Another concept that came to the fore was the tangibility of the UI prototypes, which is a necessary element of human interaction, especially in light of techno-virtualization. According to Dr. Boy, tangibility is about physical and figurative cognitive situation awareness. I assert that, in both cases, tangibility appears to be related to the salience, frequency and intensity of physical feedback and the cognitive linkages to a user-based conceptual model. I have taken a note that even though tangibility sounds abstract it is measurable. Both subjective and objective metrics can be operationalized to determine levels of tangibility.

What I quickly realized is that among the string of stories that Dr. Boy vividly recalls from his vast experience, there are some elegantly crafted conceptual models, which have been mapped onto shapes – some hybrid of Cartesian Geometry and Platonic Solids. Therefore, in between a captivating story of his seminal work on the A380 and the organizational complexity at Airbus, and an equally fascinating story about his fond childhood memories with the shepherds in the Southern France and their educated common sense, Dr. Boy weaved his HCD framework, step-by-step, from a triangle into the upper half of a 3D octahedron (or square-based pyramid) in order to depict what he called “The AUTOS Pyramid”. Each of the five (5) vertices represented a tangible object: Artifact, User, Task, Organization and Situation. The eight (8) edges along with the two (2) diagonals of the square base represented the relations between criteria and methods of the specific objects in the corresponding vertices.

What was amazing about the AUTOS Pyramid as a foundational HCD framework was not only the simplicity and applicability of the conceptual model, but rather the ordering of the layers of relationships upon which the 2D model evolves into a 3D model that encapsulates the essential entities and functions within HCD.
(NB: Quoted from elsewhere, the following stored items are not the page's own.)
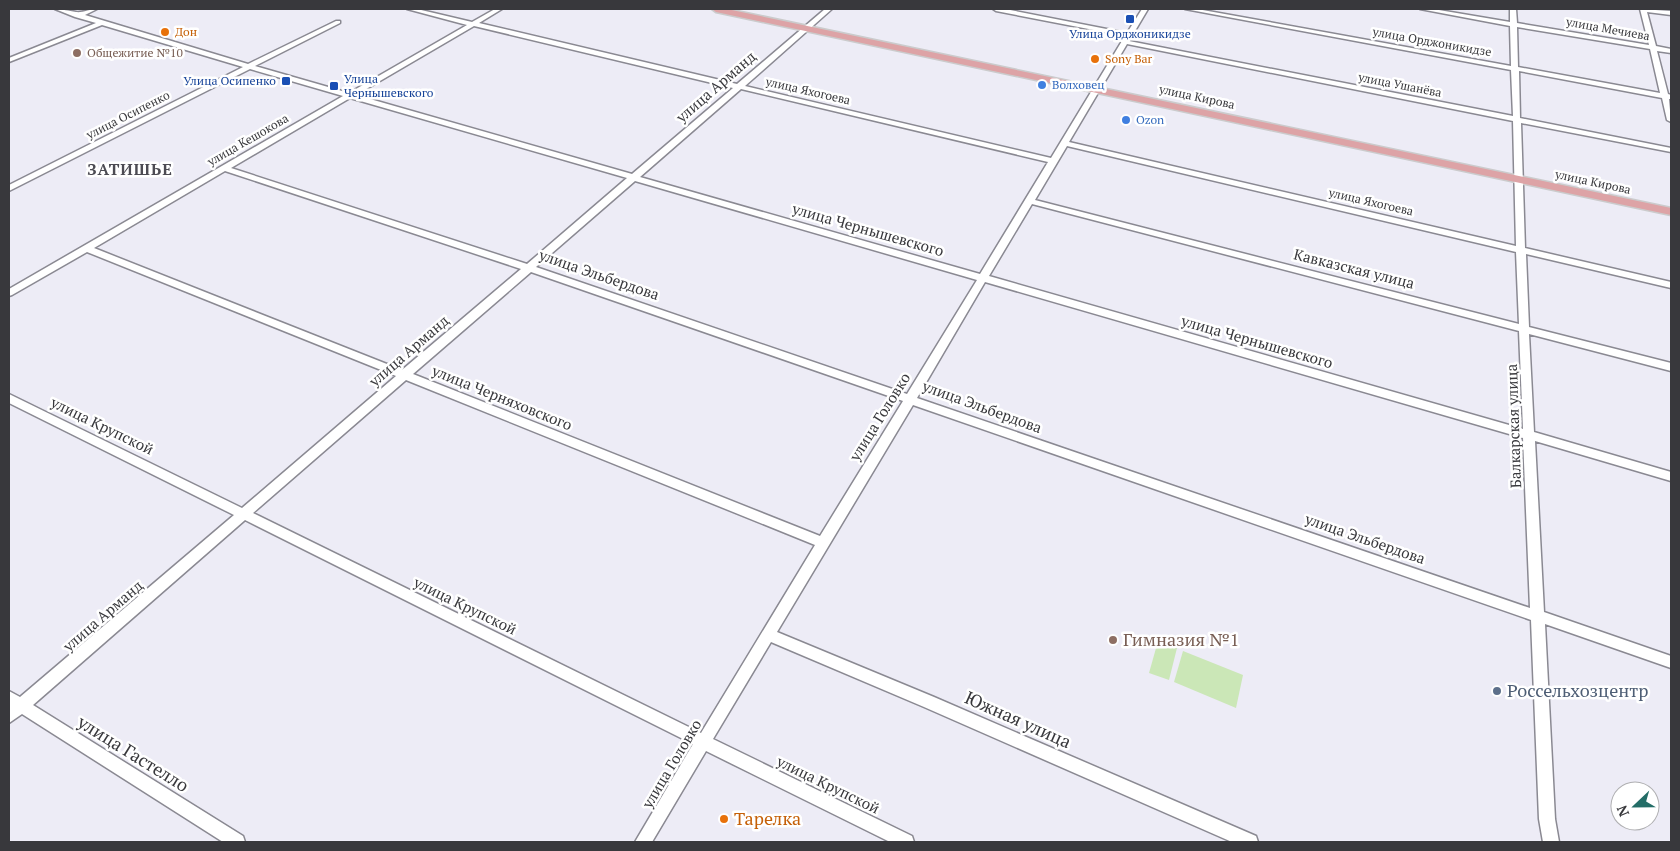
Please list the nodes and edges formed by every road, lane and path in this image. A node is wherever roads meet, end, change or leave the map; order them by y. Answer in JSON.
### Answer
{"nodes":[{"id":1,"x":58,"y":9,"type":"edge"},
{"id":2,"x":94,"y":9,"type":"edge"},
{"id":3,"x":410,"y":9,"type":"edge"},
{"id":4,"x":499,"y":9,"type":"edge"},
{"id":5,"x":716,"y":9,"type":"edge"},
{"id":6,"x":829,"y":9,"type":"edge"},
{"id":7,"x":996,"y":9,"type":"edge"},
{"id":8,"x":1145,"y":9,"type":"edge"},
{"id":9,"x":1188,"y":9,"type":"edge"},
{"id":10,"x":1423,"y":9,"type":"edge"},
{"id":11,"x":1513,"y":9,"type":"edge"},
{"id":12,"x":1643,"y":9,"type":"edge"},
{"id":13,"x":1671,"y":13,"type":"edge"},
{"id":14,"x":77,"y":16,"type":"junction"},
{"id":15,"x":338,"y":22,"type":"dead end"},
{"id":16,"x":101,"y":23,"type":"junction"},
{"id":17,"x":473,"y":24,"type":"junction"},
{"id":18,"x":1514,"y":24,"type":"junction"},
{"id":19,"x":807,"y":28,"type":"junction"},
{"id":20,"x":1127,"y":38,"type":"junction"},
{"id":21,"x":1653,"y":48,"type":"junction"},
{"id":22,"x":1671,"y":51,"type":"edge"},
{"id":23,"x":9,"y":60,"type":"edge"},
{"id":24,"x":248,"y":66,"type":"junction"},
{"id":25,"x":1515,"y":69,"type":"junction"},
{"id":26,"x":738,"y":87,"type":"junction"},
{"id":27,"x":1097,"y":90,"type":"junction"},
{"id":28,"x":350,"y":95,"type":"junction"},
{"id":29,"x":1668,"y":97,"type":"edge"},
{"id":30,"x":1516,"y":119,"type":"junction"},
{"id":31,"x":1671,"y":120,"type":"edge"},
{"id":32,"x":1065,"y":143,"type":"junction"},
{"id":33,"x":1671,"y":150,"type":"edge"},
{"id":34,"x":1054,"y":161,"type":"junction"},
{"id":35,"x":224,"y":168,"type":"junction"},
{"id":36,"x":634,"y":177,"type":"junction"},
{"id":37,"x":1518,"y":180,"type":"junction"},
{"id":38,"x":9,"y":188,"type":"edge"},
{"id":39,"x":1030,"y":201,"type":"junction"},
{"id":40,"x":1671,"y":212,"type":"edge"},
{"id":41,"x":86,"y":248,"type":"junction"},
{"id":42,"x":1521,"y":250,"type":"junction"},
{"id":43,"x":529,"y":268,"type":"junction"},
{"id":44,"x":982,"y":279,"type":"junction"},
{"id":45,"x":1671,"y":286,"type":"edge"},
{"id":46,"x":9,"y":293,"type":"edge"},
{"id":47,"x":1524,"y":328,"type":"junction"},
{"id":48,"x":1671,"y":367,"type":"edge"},
{"id":49,"x":404,"y":375,"type":"junction"},
{"id":50,"x":9,"y":398,"type":"edge"},
{"id":51,"x":911,"y":399,"type":"junction"},
{"id":52,"x":1529,"y":436,"type":"junction"},
{"id":53,"x":1671,"y":476,"type":"edge"},
{"id":54,"x":242,"y":514,"type":"junction"},
{"id":55,"x":824,"y":543,"type":"junction"},
{"id":56,"x":1536,"y":614,"type":"junction"},
{"id":57,"x":769,"y":635,"type":"junction"},
{"id":58,"x":1671,"y":662,"type":"edge"},
{"id":59,"x":15,"y":702,"type":"edge"},
{"id":60,"x":9,"y":716,"type":"edge"},
{"id":61,"x":704,"y":743,"type":"junction"},
{"id":62,"x":237,"y":842,"type":"edge"},
{"id":63,"x":643,"y":842,"type":"edge"},
{"id":64,"x":906,"y":842,"type":"edge"},
{"id":65,"x":1250,"y":842,"type":"edge"},
{"id":66,"x":1550,"y":842,"type":"edge"}],
"edges":[{"from":1,"to":14,"type":"street","name":"улица Чернышевского"},
{"from":2,"to":14,"type":"street"},
{"from":3,"to":17,"type":"street","name":"улица Яхогоева"},
{"from":4,"to":17,"type":"street","name":"улица Кешокова"},
{"from":5,"to":19,"type":"main road","name":"улица Кирова"},
{"from":6,"to":19,"type":"street","name":"улица Арманд"},
{"from":7,"to":20,"type":"street"},
{"from":8,"to":20,"type":"street","name":"улица Головко"},
{"from":9,"to":25,"type":"street","name":"улица Орджоникидзе"},
{"from":10,"to":18,"type":"street","name":"улица Мечиева"},
{"from":11,"to":18,"type":"street","name":"Балкарская улица"},
{"from":12,"to":13,"type":"street"},
{"from":12,"to":21,"type":"street"},
{"from":14,"to":16,"type":"street","name":"улица Чернышевского"},
{"from":15,"to":24,"type":"street","name":"улица Осипенко"},
{"from":16,"to":23,"type":"street"},
{"from":16,"to":24,"type":"street","name":"улица Чернышевского"},
{"from":17,"to":26,"type":"street","name":"улица Яхогоева"},
{"from":17,"to":28,"type":"street","name":"улица Кешокова"},
{"from":18,"to":21,"type":"street","name":"улица Мечиева"},
{"from":18,"to":25,"type":"street","name":"Балкарская улица"},
{"from":19,"to":26,"type":"street","name":"улица Арманд"},
{"from":19,"to":27,"type":"main road","name":"улица Кирова"},
{"from":20,"to":27,"type":"street","name":"улица Головко"},
{"from":20,"to":30,"type":"street","name":"улица Ушанёва"},
{"from":21,"to":22,"type":"street","name":"улица Мечиева"},
{"from":21,"to":29,"type":"street"},
{"from":24,"to":28,"type":"street","name":"улица Чернышевского"},
{"from":24,"to":38,"type":"street","name":"улица Осипенко"},
{"from":25,"to":29,"type":"street","name":"улица Орджоникидзе"},
{"from":25,"to":30,"type":"street","name":"Балкарская улица"},
{"from":26,"to":34,"type":"street","name":"улица Яхогоева"},
{"from":26,"to":36,"type":"street","name":"улица Арманд"},
{"from":27,"to":32,"type":"street","name":"улица Головко"},
{"from":27,"to":37,"type":"main road","name":"улица Кирова"},
{"from":28,"to":35,"type":"street","name":"улица Кешокова"},
{"from":28,"to":36,"type":"street","name":"улица Чернышевского"},
{"from":29,"to":31,"type":"street"},
{"from":30,"to":33,"type":"street","name":"улица Ушанёва"},
{"from":30,"to":37,"type":"street","name":"Балкарская улица"},
{"from":32,"to":34,"type":"street","name":"улица Головко"},
{"from":32,"to":42,"type":"street","name":"улица Яхогоева"},
{"from":34,"to":39,"type":"street","name":"улица Головко"},
{"from":35,"to":41,"type":"street","name":"улица Кешокова"},
{"from":35,"to":43,"type":"street","name":"улица Эльбердова"},
{"from":36,"to":43,"type":"street","name":"улица Арманд"},
{"from":36,"to":44,"type":"street","name":"улица Чернышевского"},
{"from":37,"to":40,"type":"main road","name":"улица Кирова"},
{"from":37,"to":42,"type":"street","name":"Балкарская улица"},
{"from":39,"to":44,"type":"street","name":"улица Головко"},
{"from":39,"to":47,"type":"street","name":"Кавказская улица"},
{"from":41,"to":46,"type":"street","name":"улица Кешокова"},
{"from":41,"to":49,"type":"street","name":"улица Черняховского"},
{"from":42,"to":45,"type":"street","name":"улица Яхогоева"},
{"from":42,"to":47,"type":"street","name":"Балкарская улица"},
{"from":43,"to":49,"type":"street","name":"улица Арманд"},
{"from":43,"to":51,"type":"street","name":"улица Эльбердова"},
{"from":44,"to":51,"type":"street","name":"улица Головко"},
{"from":44,"to":52,"type":"street","name":"улица Чернышевского"},
{"from":47,"to":48,"type":"street","name":"Кавказская улица"},
{"from":47,"to":52,"type":"street","name":"Балкарская улица"},
{"from":49,"to":54,"type":"street","name":"улица Арманд"},
{"from":49,"to":55,"type":"street","name":"улица Черняховского"},
{"from":50,"to":54,"type":"street","name":"улица Крупской"},
{"from":51,"to":55,"type":"street","name":"улица Головко"},
{"from":51,"to":56,"type":"street","name":"улица Эльбердова"},
{"from":52,"to":53,"type":"street","name":"улица Чернышевского"},
{"from":52,"to":56,"type":"street","name":"Балкарская улица"},
{"from":54,"to":59,"type":"street","name":"улица Арманд"},
{"from":54,"to":61,"type":"street","name":"улица Крупской"},
{"from":55,"to":57,"type":"street","name":"улица Головко"},
{"from":56,"to":58,"type":"street","name":"улица Эльбердова"},
{"from":56,"to":66,"type":"street","name":"Балкарская улица"},
{"from":57,"to":61,"type":"street","name":"улица Головко"},
{"from":57,"to":65,"type":"street","name":"Южная улица"},
{"from":59,"to":60,"type":"street","name":"улица Арманд"},
{"from":59,"to":62,"type":"street","name":"улица Гастелло"},
{"from":61,"to":63,"type":"street","name":"улица Головко"},
{"from":61,"to":64,"type":"street","name":"улица Крупской"}]}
The next outstanding moment was when Dr. Boy posed the question, “What would the next generation of aircraft look like?” I responded that “these aircraft will be personal and without the cylindrical fuselage”, because as was mentioned from the outset, technology has caused several shifts in organization. One of those shifts has been more personalization of devices, which are connected via a suite of network protocols. Dr. Boy hinted that “stability would be the design challenge”. I modified my response to a “personal quadcopter”. I admired this type of creative-thinking question! Dr. Boy’s questions led me to discover the compact, closed-cockpit, semi-autonomous E-Hang 184, and the Kitty Hawk Flyer, a lightweight, open-seated flying car. Both flight vehicles feature eight (8) electric engines, which are arranged in two different configurations.

At the end of Week 1, there were several key take-aways which I’ve summarized below:

  • In HCD it is imperative to go purpose to means opposed to means to purpose
  • It is better to integrate people; the UI will emerge naturally
  • Testing as early as possible is the essence of HCD
  • The crucial issue of HCD is INTEGRATION
  • “The best way to predict the future is to invent it” (Alan Kay)
  • Don’t only think abductively; do abductively; be abductively!

With these concepts embedded within my ODM conceptual model, I happily prepared for Week 2 by ordering the following three books:

  • Orchestrating Human Centered Design
  • Tangible Interactive Systems
  • The Handbook of Human Machine Interaction

I also downloaded the book “Management of Uncertainty” and browsed Dr. Boy’s impressive website at http://my.fit.edu/~gboy/GAB/Welcome.html. As was expected, I was totally floored by the capability of the Giant who stood before me in Week 1. Thank God, the ODM class of Week 2 was only approximately 10,000 minutes away.